■ WHAT IS BEING ASKED ■
Every line of the records that contains "name" should be tallied, and only the resulting number returned.
+++ THE DATA
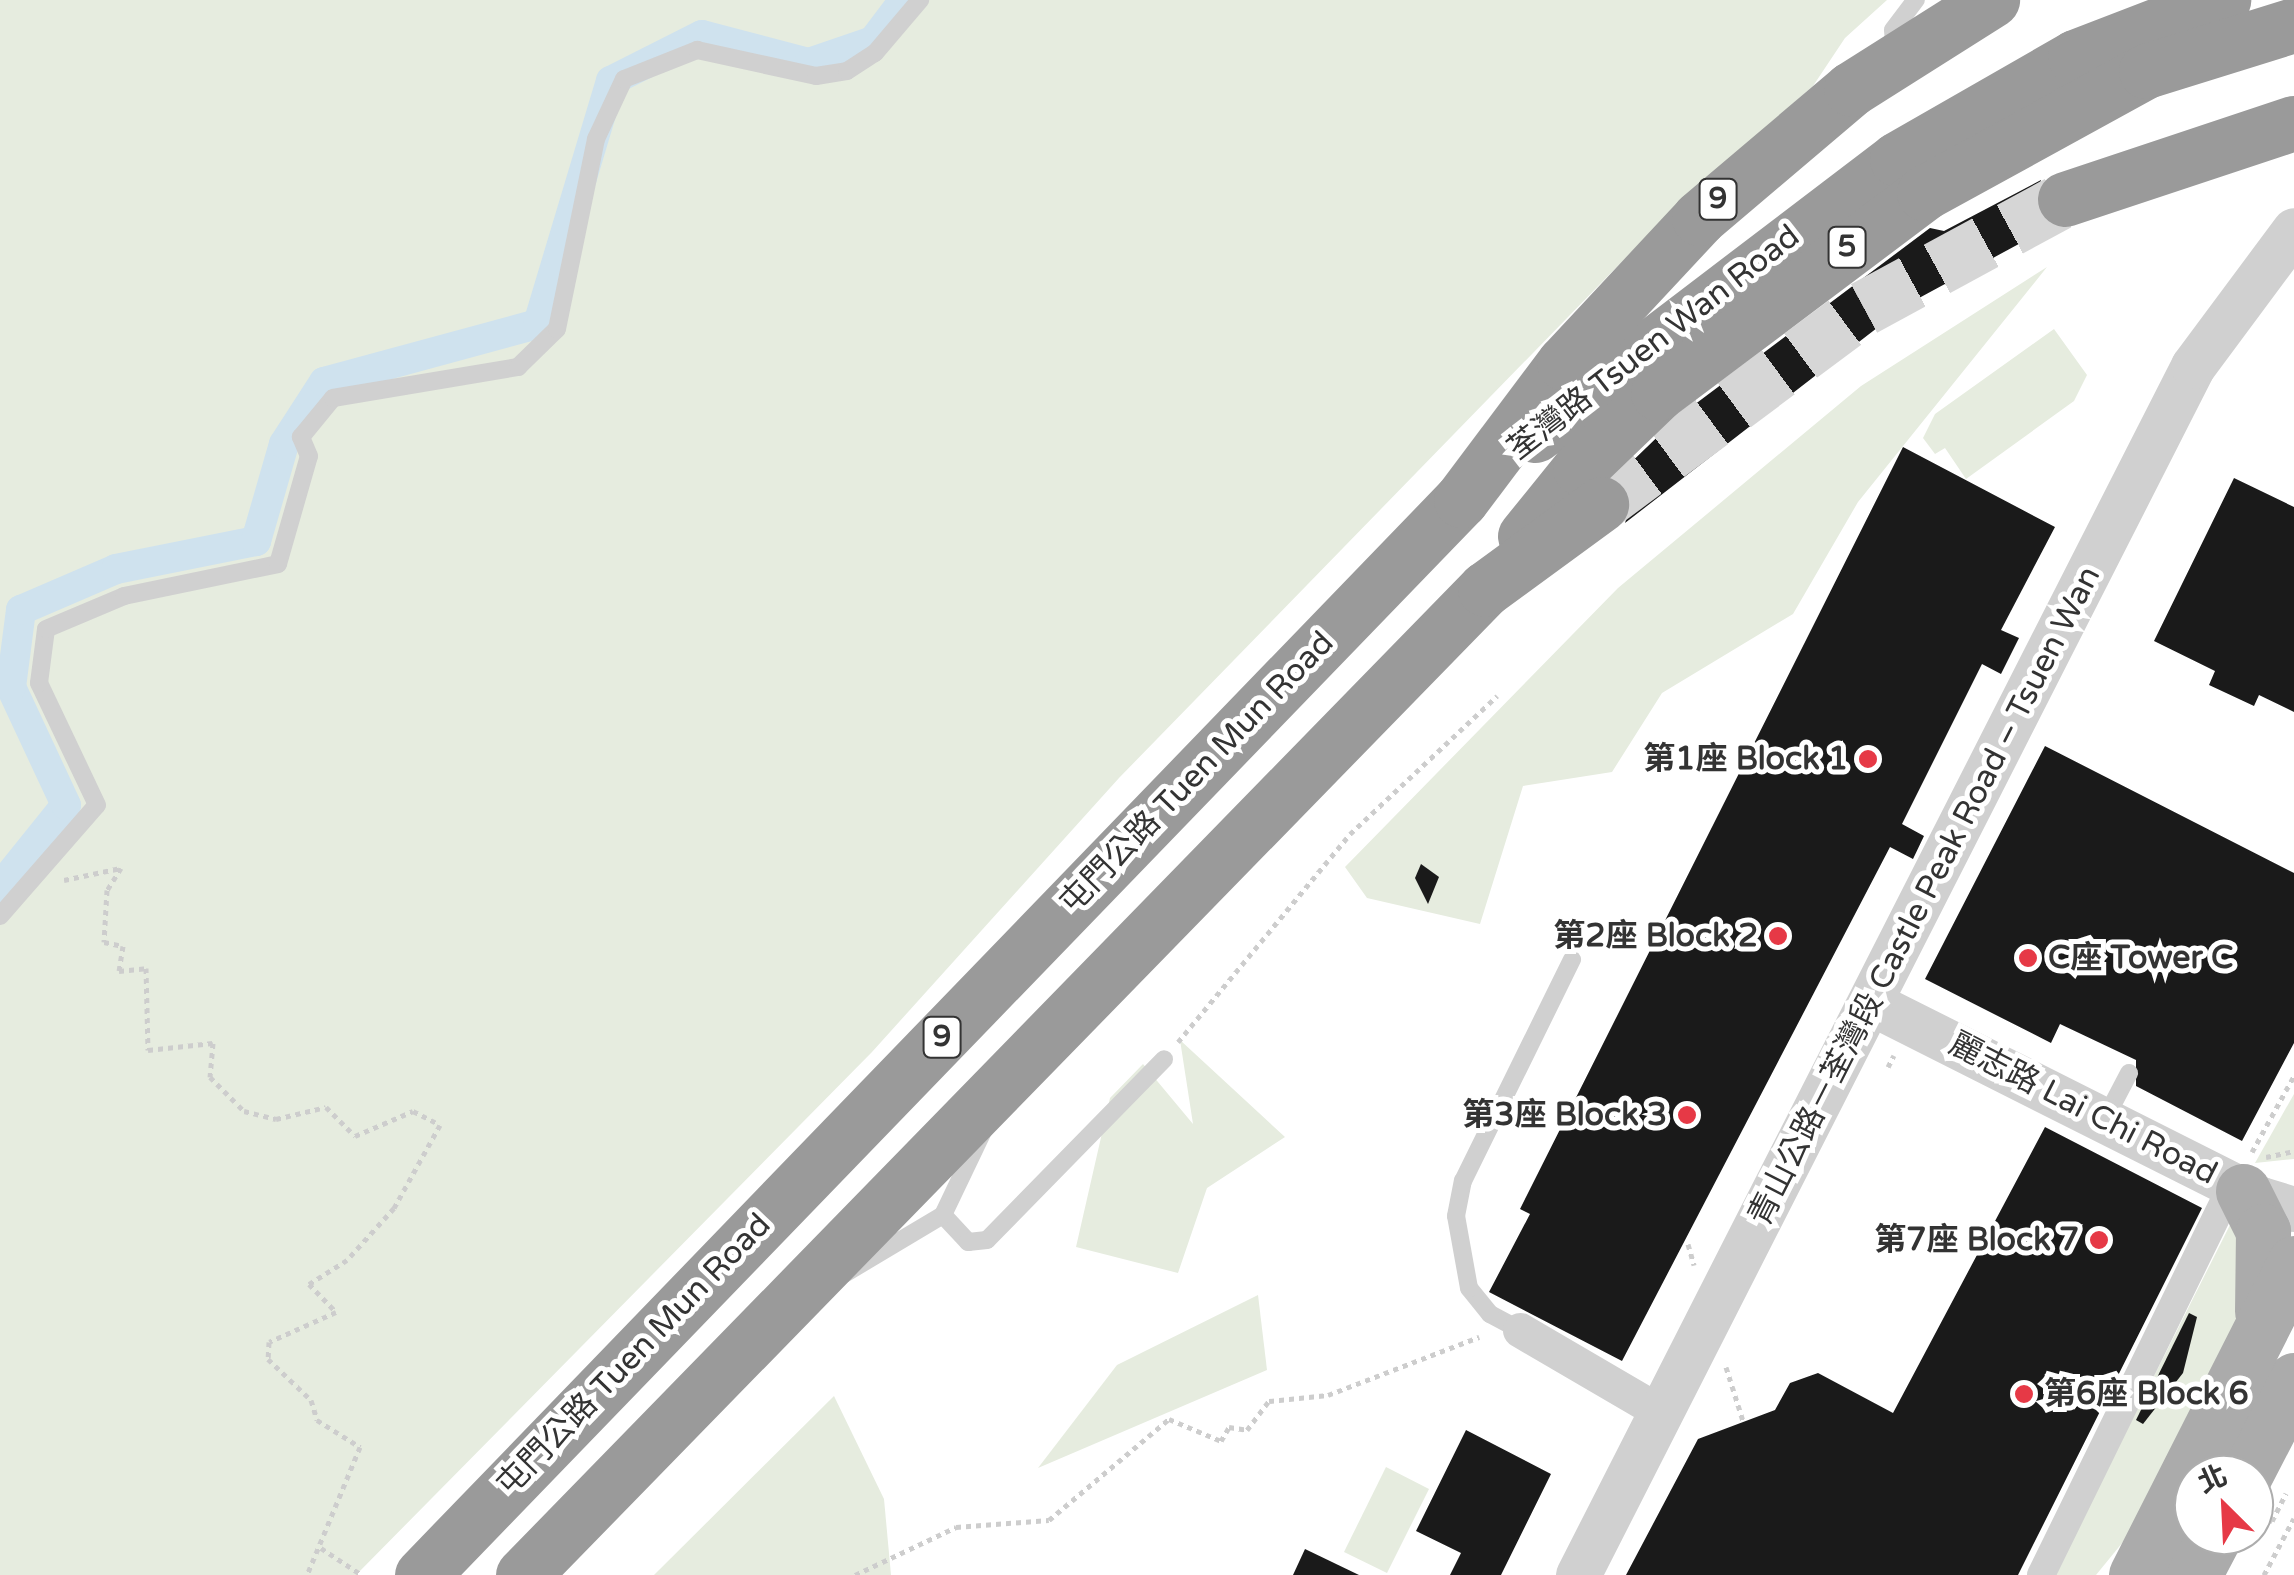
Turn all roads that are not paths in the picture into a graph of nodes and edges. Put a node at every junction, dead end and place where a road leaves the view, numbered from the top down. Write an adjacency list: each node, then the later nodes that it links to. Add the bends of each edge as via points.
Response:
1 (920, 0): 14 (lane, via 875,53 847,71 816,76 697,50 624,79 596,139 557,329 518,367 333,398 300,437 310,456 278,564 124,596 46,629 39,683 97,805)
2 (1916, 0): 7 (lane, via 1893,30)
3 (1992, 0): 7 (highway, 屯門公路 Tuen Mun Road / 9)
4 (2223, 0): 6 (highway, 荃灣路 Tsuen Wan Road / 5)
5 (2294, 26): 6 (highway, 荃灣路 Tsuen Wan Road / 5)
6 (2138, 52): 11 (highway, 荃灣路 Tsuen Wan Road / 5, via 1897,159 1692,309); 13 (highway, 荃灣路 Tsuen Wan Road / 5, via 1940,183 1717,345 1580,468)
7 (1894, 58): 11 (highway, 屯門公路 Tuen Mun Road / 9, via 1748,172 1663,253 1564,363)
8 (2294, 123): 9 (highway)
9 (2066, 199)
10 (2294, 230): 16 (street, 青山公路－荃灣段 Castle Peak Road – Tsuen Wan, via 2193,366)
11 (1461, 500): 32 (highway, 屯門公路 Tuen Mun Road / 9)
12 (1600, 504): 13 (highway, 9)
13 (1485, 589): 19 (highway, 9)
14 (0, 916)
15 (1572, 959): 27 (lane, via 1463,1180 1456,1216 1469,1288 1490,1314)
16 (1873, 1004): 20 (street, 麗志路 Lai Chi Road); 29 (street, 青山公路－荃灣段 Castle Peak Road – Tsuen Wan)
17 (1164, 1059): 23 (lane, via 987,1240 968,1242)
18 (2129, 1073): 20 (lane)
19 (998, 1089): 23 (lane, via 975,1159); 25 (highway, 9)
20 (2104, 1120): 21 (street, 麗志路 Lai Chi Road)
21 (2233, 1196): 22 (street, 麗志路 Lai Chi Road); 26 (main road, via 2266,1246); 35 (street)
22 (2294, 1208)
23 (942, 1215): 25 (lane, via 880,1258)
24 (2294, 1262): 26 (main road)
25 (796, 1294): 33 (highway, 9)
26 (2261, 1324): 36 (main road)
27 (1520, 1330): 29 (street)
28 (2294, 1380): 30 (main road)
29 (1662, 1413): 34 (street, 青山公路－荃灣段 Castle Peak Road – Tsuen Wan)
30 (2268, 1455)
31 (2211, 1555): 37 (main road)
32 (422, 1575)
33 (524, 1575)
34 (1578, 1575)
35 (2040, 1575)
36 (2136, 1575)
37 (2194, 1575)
++++++
+++ THE DATA
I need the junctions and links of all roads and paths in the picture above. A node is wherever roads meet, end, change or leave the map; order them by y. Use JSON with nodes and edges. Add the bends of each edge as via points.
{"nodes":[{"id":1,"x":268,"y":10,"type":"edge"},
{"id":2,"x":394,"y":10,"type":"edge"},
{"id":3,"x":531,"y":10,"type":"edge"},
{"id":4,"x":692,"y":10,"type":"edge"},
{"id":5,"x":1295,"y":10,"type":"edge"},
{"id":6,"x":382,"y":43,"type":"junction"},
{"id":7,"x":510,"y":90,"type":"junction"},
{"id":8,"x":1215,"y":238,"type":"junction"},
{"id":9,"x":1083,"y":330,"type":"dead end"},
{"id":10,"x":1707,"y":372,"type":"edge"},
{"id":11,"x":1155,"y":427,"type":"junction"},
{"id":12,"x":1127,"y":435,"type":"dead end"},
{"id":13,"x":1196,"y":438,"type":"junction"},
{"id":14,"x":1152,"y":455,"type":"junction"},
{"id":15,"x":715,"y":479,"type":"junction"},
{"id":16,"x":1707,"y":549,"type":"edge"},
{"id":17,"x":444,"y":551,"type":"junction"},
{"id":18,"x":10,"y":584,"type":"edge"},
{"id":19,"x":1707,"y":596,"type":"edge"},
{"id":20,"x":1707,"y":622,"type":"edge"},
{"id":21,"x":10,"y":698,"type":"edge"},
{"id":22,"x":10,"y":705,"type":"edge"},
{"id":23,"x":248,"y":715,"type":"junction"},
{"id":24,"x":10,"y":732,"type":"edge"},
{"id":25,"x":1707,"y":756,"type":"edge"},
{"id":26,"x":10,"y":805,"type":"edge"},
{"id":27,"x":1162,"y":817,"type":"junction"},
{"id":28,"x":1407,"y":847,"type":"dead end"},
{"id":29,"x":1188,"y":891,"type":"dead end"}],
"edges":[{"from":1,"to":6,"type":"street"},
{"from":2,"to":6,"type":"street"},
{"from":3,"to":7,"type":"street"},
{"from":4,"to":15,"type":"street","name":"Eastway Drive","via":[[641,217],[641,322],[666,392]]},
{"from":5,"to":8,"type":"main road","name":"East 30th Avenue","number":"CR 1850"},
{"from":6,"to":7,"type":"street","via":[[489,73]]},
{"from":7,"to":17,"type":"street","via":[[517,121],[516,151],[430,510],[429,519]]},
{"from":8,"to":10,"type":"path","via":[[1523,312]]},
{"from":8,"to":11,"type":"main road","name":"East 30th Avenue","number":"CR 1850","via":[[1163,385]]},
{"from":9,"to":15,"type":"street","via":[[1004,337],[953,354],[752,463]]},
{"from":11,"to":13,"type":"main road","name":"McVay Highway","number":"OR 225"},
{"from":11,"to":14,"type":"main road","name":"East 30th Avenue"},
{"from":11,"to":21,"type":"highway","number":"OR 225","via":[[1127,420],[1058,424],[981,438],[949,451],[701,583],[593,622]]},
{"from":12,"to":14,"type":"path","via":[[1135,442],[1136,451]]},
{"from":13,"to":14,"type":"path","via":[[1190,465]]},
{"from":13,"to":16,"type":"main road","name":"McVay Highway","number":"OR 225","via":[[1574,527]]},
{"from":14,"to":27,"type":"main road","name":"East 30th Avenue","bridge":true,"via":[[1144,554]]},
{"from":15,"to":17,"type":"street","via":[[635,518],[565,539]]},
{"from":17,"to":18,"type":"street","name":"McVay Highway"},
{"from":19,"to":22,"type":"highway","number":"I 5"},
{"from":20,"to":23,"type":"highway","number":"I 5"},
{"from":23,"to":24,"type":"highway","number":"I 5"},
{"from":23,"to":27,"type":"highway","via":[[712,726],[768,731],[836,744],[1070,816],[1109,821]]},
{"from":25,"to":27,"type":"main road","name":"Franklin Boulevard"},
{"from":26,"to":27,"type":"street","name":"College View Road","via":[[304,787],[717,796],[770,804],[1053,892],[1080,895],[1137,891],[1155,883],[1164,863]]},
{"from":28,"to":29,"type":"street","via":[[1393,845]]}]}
++++++
+++ THE DATA
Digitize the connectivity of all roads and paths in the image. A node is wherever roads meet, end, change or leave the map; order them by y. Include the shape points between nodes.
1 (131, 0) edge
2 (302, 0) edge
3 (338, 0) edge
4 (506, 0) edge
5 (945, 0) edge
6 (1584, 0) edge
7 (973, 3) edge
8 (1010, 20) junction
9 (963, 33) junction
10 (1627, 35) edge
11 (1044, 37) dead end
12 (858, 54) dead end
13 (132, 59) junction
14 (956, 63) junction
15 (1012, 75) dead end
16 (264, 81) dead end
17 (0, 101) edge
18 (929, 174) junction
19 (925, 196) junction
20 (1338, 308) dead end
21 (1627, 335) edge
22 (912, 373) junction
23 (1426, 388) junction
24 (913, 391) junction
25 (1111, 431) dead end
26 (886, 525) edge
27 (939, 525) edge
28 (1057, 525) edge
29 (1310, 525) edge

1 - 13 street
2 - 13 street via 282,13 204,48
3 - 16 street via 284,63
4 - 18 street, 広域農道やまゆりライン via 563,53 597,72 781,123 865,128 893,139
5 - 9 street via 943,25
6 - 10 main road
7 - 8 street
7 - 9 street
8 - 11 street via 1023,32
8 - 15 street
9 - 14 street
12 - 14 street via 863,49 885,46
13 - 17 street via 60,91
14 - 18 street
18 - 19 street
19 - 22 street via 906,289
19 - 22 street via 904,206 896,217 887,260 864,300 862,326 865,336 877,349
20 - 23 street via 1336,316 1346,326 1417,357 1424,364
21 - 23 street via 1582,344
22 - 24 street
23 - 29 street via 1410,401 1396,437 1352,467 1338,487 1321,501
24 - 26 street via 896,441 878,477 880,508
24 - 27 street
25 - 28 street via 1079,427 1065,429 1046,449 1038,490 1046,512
++++++
■ THE COMPLETED TASK ■
10